Eli Rosenbaum is the longest-serving prosecutor and investigator of Nazi criminals and other perpetrators of human rights violations in world history, having worked on these cases at the U.S. Department of Justice for more than thirty years. A graduate of the Wharton School of the University of Pennsylvania (B.S. and MBA, Finance) and of the Harvard Law School, he served from 1994 to 2010 as Director of the Justice Department's Office of Special Investigations (OSI), where he had previously served as a trial attorney and then as Deputy Director. OSI was created by Attorney General order to investigate and prosecute WWII-era Nazi criminals and, following the December 2004 expansion of its mission by the Intelligence Reform and Terrorism Prevention Act of 2004, also investigated and prosecuted criminal and civil cases involving participants in post-World War II crimes of genocide, extrajudicial killing and torture committed abroad under color of foreign law. Under his leadership, OSI also performed crucial work for the federal government’s inter-agency efforts to trace gold, artwork and other assets looted by the Nazis from Holocaust victims and also to locate, declassify and disclose millions of pages of documents under the Nazi War Crimes Disclosure Act of 1998. Rosenbaum has also worked as a corporate litigator in Manhattan with the law firm of Simpson Thacher & Bartlett, and as General Counsel of the World Jewish Congress, where he directed the investigation that resulted in the worldwide exposure of the Nazi past of former United Nations Secretary General Kurt Waldheim.

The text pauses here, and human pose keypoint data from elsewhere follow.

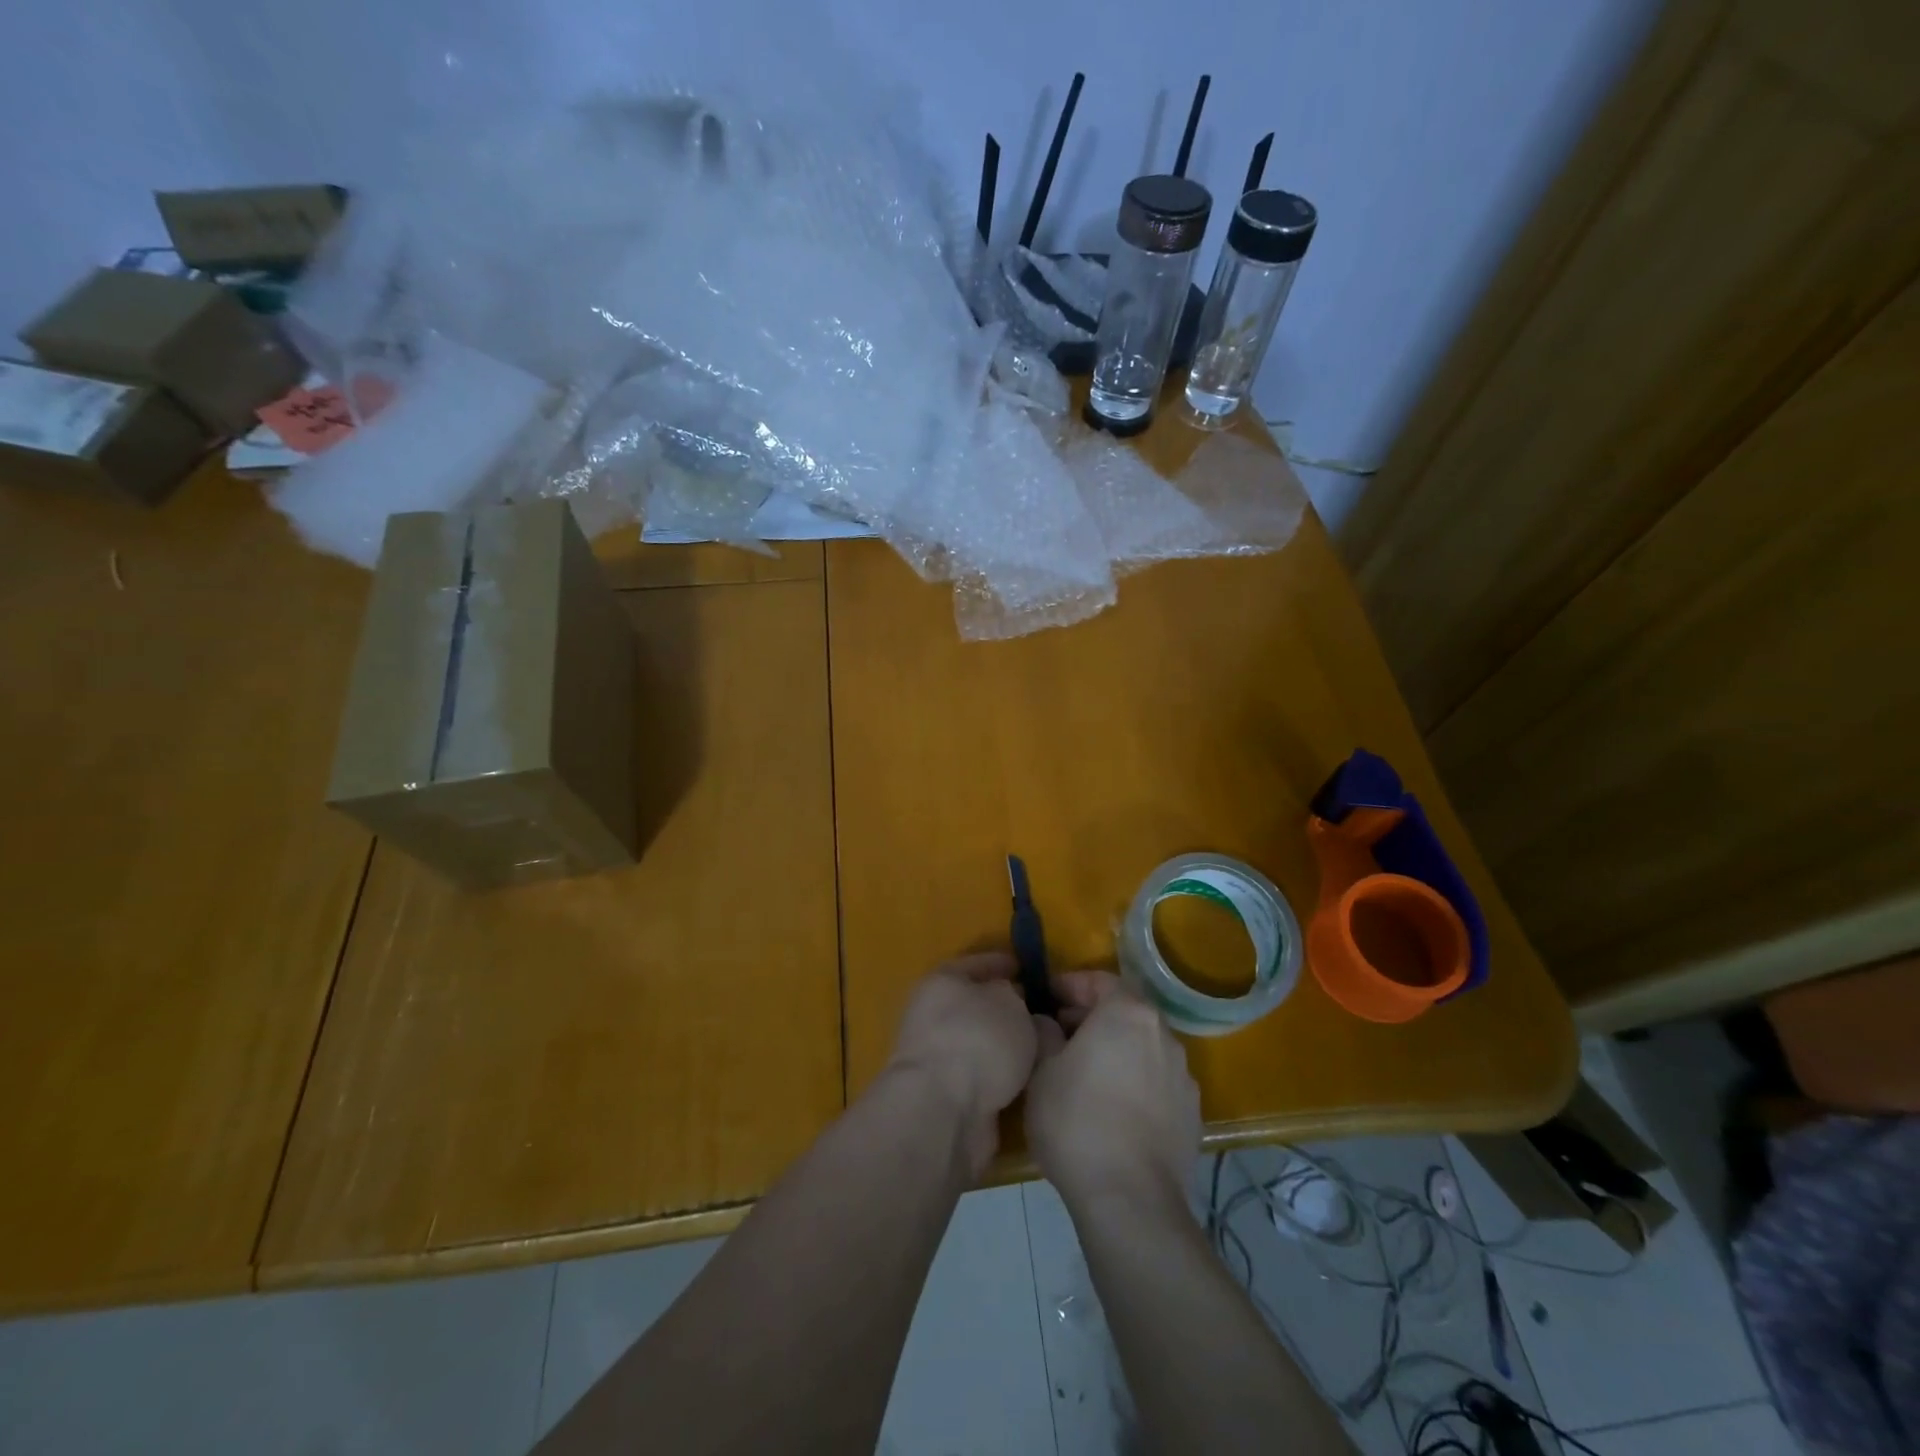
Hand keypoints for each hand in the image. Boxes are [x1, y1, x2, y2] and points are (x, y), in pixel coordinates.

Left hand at [884, 954, 1043, 1175]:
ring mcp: (938, 1059)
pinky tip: (1032, 1080)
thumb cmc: (977, 1040)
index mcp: (941, 982)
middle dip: (1008, 1010)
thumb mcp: (1009, 1002)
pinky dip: (1005, 1078)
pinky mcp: (948, 1098)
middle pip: (978, 1007)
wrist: (944, 1113)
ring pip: (982, 1045)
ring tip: (1046, 1049)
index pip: (977, 963)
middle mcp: (933, 1017)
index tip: (1027, 968)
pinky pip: (985, 1078)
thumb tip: (1015, 1004)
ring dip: (1008, 1048)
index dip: (1003, 963)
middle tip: (1043, 1012)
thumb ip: (1016, 997)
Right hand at [1025, 971, 1199, 1212]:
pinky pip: (1156, 1084)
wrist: (1130, 1200)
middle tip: (1057, 1036)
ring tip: (1083, 1076)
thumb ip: (1044, 1032)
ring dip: (1114, 1052)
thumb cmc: (1076, 1120)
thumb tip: (1048, 1022)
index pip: (1100, 980)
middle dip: (1091, 1019)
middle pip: (1124, 1013)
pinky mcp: (1192, 1116)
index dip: (1070, 985)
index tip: (1045, 998)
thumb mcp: (1041, 1069)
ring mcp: (1184, 1077)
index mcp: (1129, 1014)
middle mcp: (1164, 1036)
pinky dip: (1133, 1084)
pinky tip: (1111, 1110)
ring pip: (1142, 1049)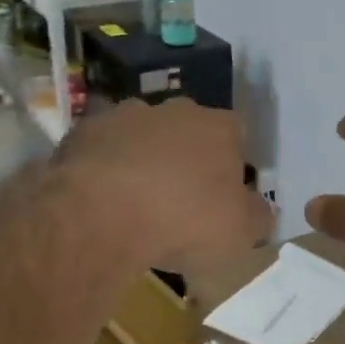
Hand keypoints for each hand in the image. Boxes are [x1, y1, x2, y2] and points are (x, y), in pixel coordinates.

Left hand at [58, 100, 273, 270]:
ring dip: (143, 158)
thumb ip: (257, 217)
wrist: (100, 215)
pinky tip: (100, 198)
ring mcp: (125, 115)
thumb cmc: (183, 222)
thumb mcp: (240, 233)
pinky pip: (102, 148)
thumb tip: (261, 210)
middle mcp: (175, 110)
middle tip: (180, 197)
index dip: (232, 164)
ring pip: (143, 134)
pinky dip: (105, 166)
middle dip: (186, 155)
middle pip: (188, 128)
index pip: (237, 135)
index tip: (223, 195)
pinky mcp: (83, 131)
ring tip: (135, 199)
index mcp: (219, 128)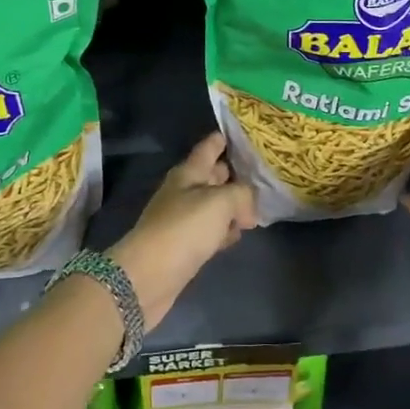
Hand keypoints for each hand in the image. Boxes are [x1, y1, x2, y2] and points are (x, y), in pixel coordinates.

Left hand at [110, 132, 257, 328]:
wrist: (149, 275)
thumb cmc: (184, 229)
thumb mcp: (220, 202)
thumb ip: (241, 195)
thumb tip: (249, 208)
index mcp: (188, 173)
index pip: (208, 148)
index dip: (222, 139)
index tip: (238, 132)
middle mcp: (184, 192)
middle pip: (211, 176)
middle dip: (233, 172)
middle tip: (260, 171)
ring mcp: (183, 220)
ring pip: (213, 205)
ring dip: (231, 204)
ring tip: (257, 205)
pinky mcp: (185, 246)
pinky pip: (211, 230)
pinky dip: (224, 230)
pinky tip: (238, 234)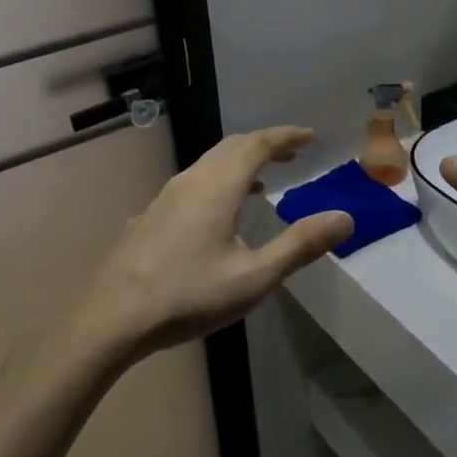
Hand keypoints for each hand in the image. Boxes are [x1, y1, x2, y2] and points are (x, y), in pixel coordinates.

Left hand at [79, 128, 352, 357]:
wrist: (111, 319)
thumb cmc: (188, 296)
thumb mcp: (255, 277)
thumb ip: (300, 245)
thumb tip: (345, 218)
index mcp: (218, 187)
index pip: (258, 144)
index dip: (286, 136)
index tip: (310, 137)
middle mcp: (191, 181)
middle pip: (232, 146)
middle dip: (265, 144)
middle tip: (293, 154)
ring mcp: (165, 197)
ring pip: (209, 163)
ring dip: (240, 162)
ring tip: (263, 180)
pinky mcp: (150, 216)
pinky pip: (192, 182)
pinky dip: (217, 180)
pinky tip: (218, 212)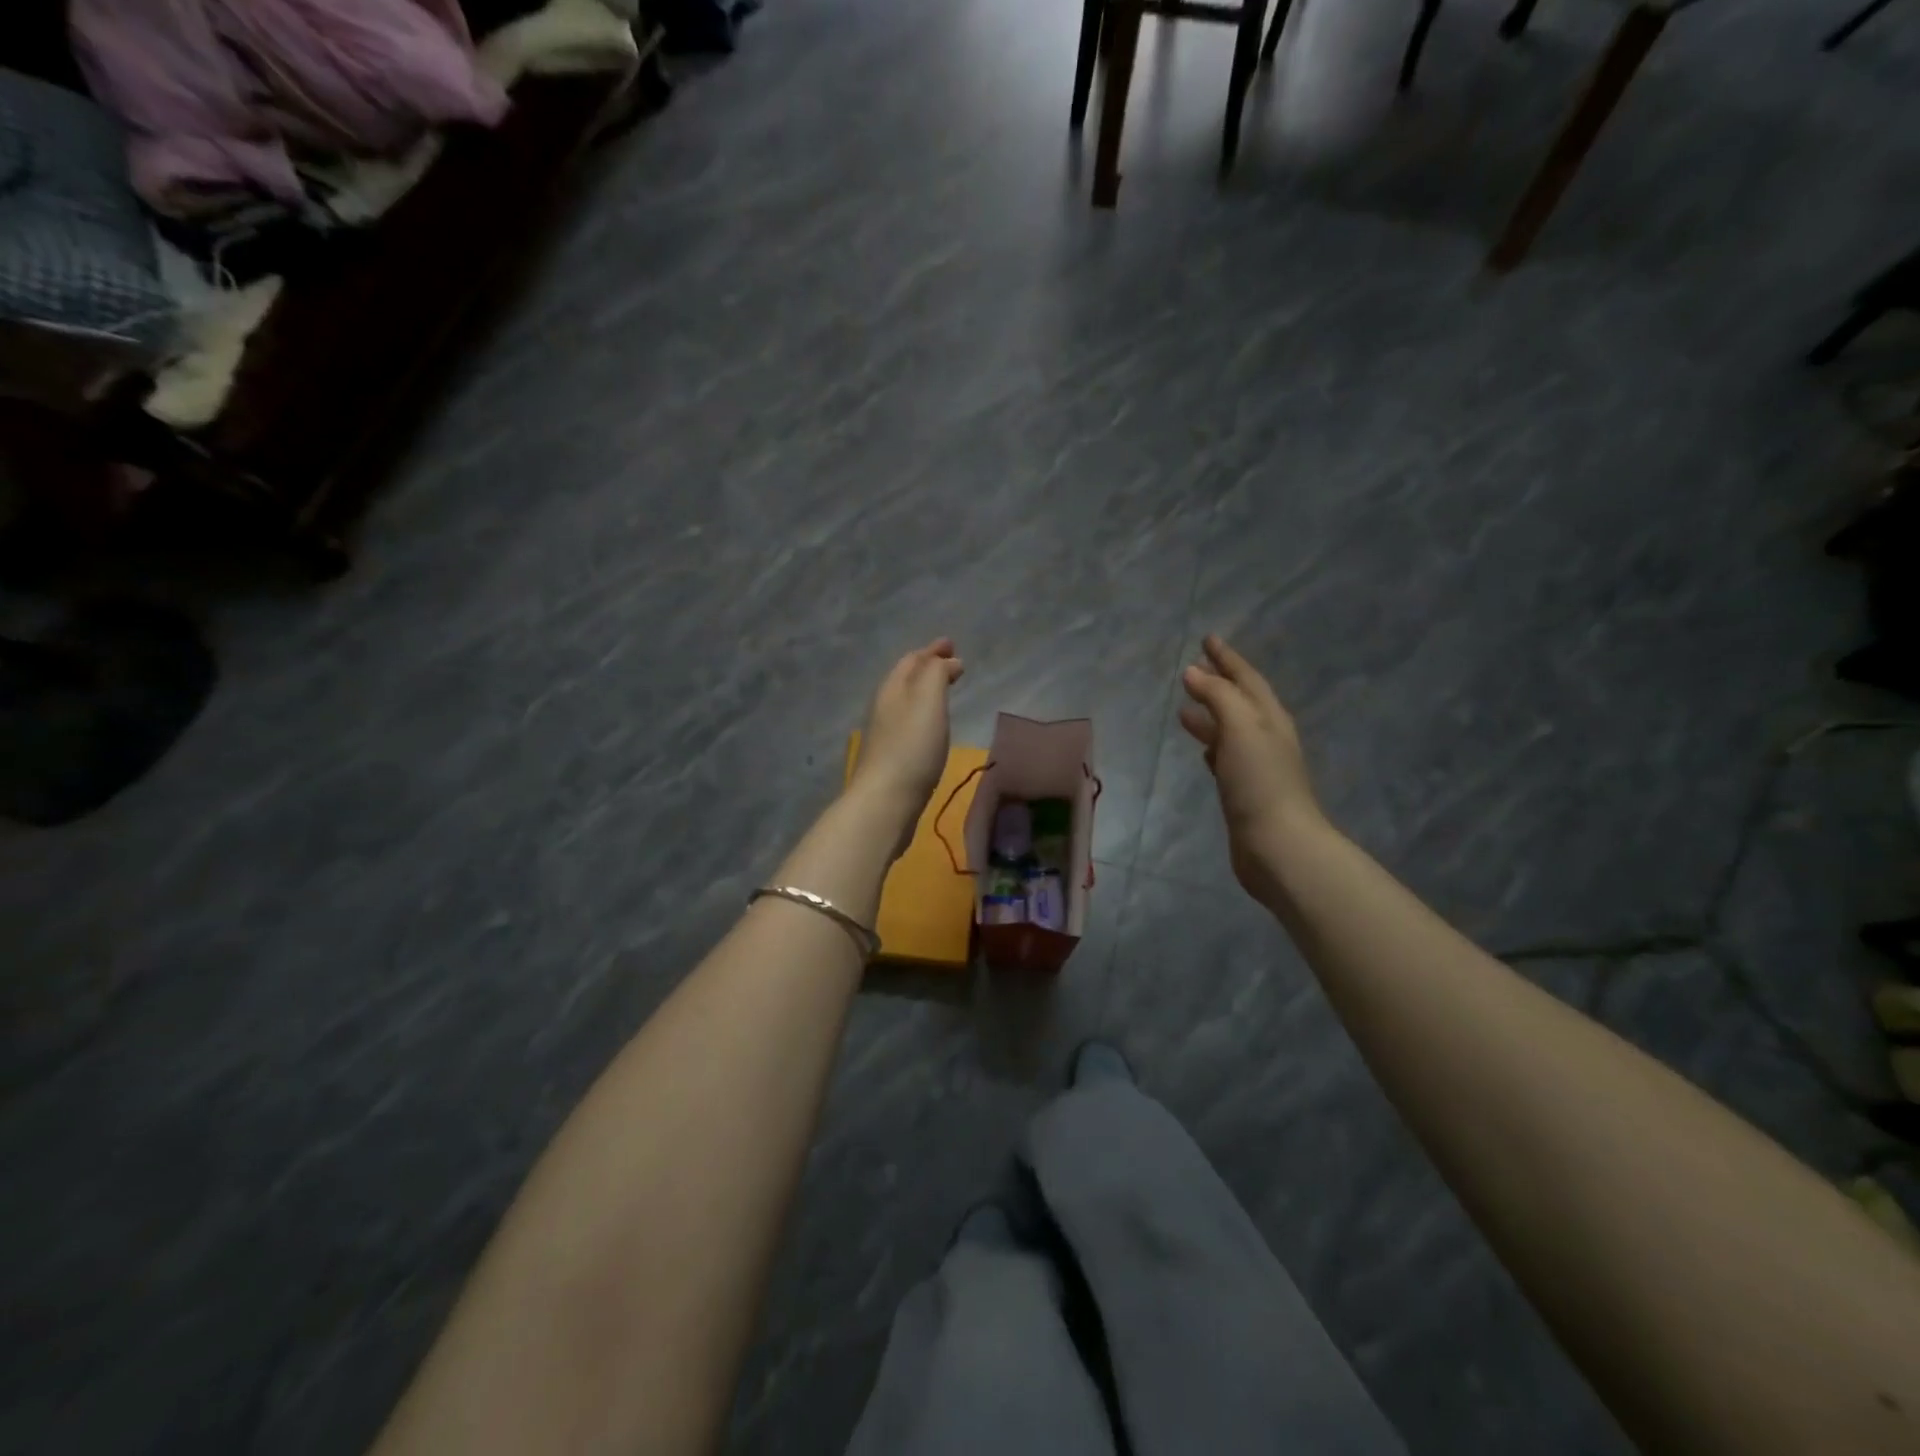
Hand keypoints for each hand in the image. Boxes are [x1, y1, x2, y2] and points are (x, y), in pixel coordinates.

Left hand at [849, 638, 964, 850]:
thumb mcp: (927, 700)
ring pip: (906, 701)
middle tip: (952, 663)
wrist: (886, 801)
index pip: (911, 660)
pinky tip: (931, 726)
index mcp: (892, 689)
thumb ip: (936, 674)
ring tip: (944, 690)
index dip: (932, 650)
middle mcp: (884, 707)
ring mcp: (885, 734)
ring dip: (925, 691)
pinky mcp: (890, 758)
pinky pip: (908, 723)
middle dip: (928, 667)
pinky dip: (923, 714)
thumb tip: (947, 660)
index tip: (951, 644)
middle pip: (905, 679)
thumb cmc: (911, 747)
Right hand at [1179, 635, 1329, 903]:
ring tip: (1184, 709)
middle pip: (1240, 701)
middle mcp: (1267, 737)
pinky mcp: (1245, 791)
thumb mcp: (1241, 728)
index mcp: (1270, 718)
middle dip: (1218, 683)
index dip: (1227, 658)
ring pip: (1230, 729)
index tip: (1207, 639)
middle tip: (1192, 669)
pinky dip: (1213, 745)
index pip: (1247, 678)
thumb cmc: (1259, 781)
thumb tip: (1194, 672)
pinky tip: (1203, 749)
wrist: (1277, 844)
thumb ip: (1218, 697)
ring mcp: (1257, 765)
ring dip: (1211, 715)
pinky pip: (1226, 757)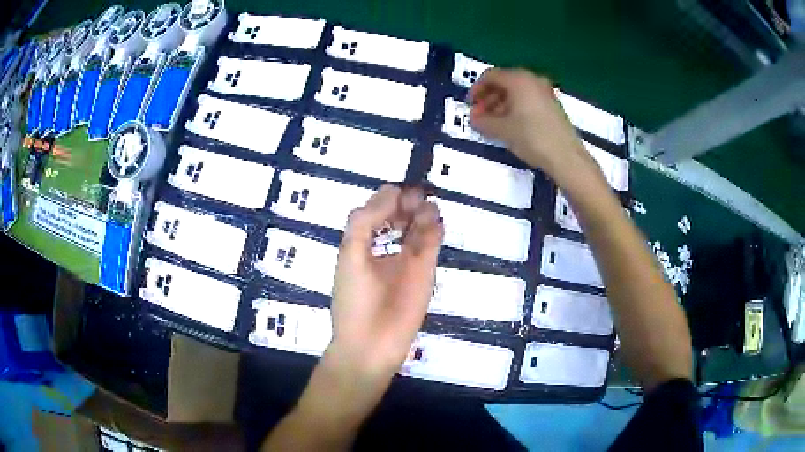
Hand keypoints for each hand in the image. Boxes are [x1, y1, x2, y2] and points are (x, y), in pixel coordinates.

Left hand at [329, 184, 442, 380]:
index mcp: (363, 242)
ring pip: (418, 224)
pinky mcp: (425, 271)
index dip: (387, 198)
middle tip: (414, 200)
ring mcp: (407, 259)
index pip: (376, 209)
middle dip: (407, 202)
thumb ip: (365, 221)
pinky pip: (432, 242)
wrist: (371, 344)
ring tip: (424, 210)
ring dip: (422, 212)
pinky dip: (435, 229)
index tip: (397, 194)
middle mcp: (386, 246)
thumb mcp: (351, 254)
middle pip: (400, 213)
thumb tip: (390, 192)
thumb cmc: (354, 300)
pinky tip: (433, 223)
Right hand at [468, 68, 590, 176]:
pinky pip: (527, 99)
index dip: (476, 90)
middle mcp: (532, 80)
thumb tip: (474, 118)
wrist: (566, 157)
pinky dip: (515, 108)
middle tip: (480, 117)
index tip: (470, 106)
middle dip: (488, 98)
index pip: (490, 76)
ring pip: (516, 92)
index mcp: (519, 80)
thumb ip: (482, 121)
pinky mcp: (552, 105)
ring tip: (493, 124)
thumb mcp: (502, 130)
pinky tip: (511, 126)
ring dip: (500, 105)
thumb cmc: (532, 138)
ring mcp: (545, 92)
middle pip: (503, 82)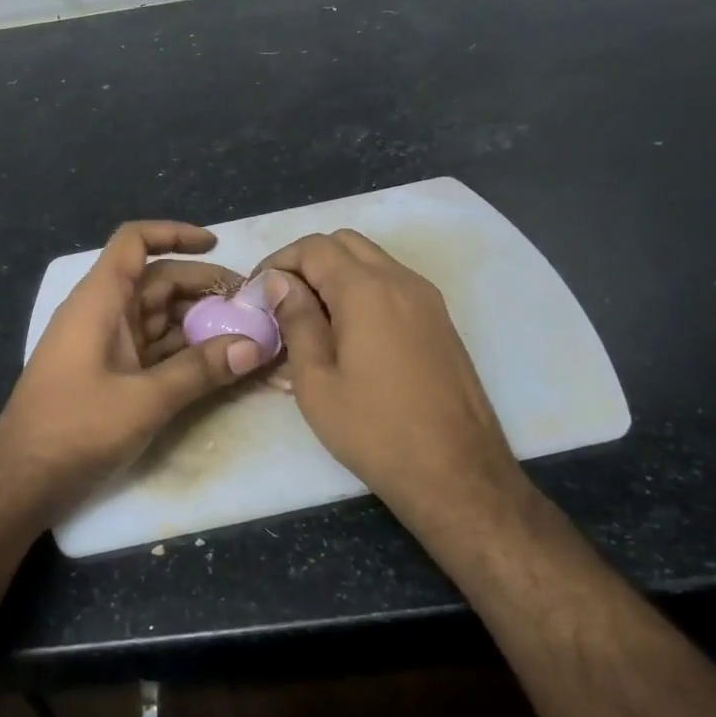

In March 2010, OSI was merged with another Criminal Division section to form the Human Rights and Special Prosecutions Section (HRSP), and Rosenbaum was named Director of Human Rights Enforcement Strategy and Policy in the new unit. In that position, he remains in charge of the Justice Department’s continuing enforcement efforts in the World War II Nazi cases and he also directs the development of the new section’s strategic and policy initiatives in the “modern” (i.e., post-WWII) human rights cases. Under Mr. Rosenbaum's leadership, OSI won major awards from Jewish organizations and Holocaust survivor groups, and it has been called “the most successful government Nazi-hunting organization on earth” (ABC News, 3/25/95) and “the world's most aggressive and effective Nazi-hunting operation” (The Washington Post, 8/27/95), possessing “a tremendous success record, [having] uncovered and won more cases than any other Nazi-hunting operation in the world” (USA Today, 1/29/97). In 2014, the Simon Wiesenthal Center again gave the U.S. Justice Department it’s “A” rating, which it reserves for “highly successful proactive prosecution programs.” The United States is the only country in the world to have earned the Center’s “A” rating in each year since the annual ratings were first issued (2001). In November 2008, Rosenbaum received the Assistant Attorney General’s first-ever Award for Human Rights Law Enforcement. He has also received the Assistant Attorney General’s Award for Special Initiative (2008), the Anti-Defamation League’s “Heroes in Blue” award (2000), the Virginia Law Foundation’s Rule of Law Award (2008), and in the Florida Holocaust Museum’s annual Loebenberg Humanitarian Award (2015). In 1997, he was selected by the faculty of the University of Pennsylvania Law School to be the recipient of the school's Honorary Fellowship Award, presented during commencement ceremonies to one attorney "who has distinguished himself or herself in commitment to public service" by "making significant contributions to the ends of justice at the cost of great personal risk and sacrifice."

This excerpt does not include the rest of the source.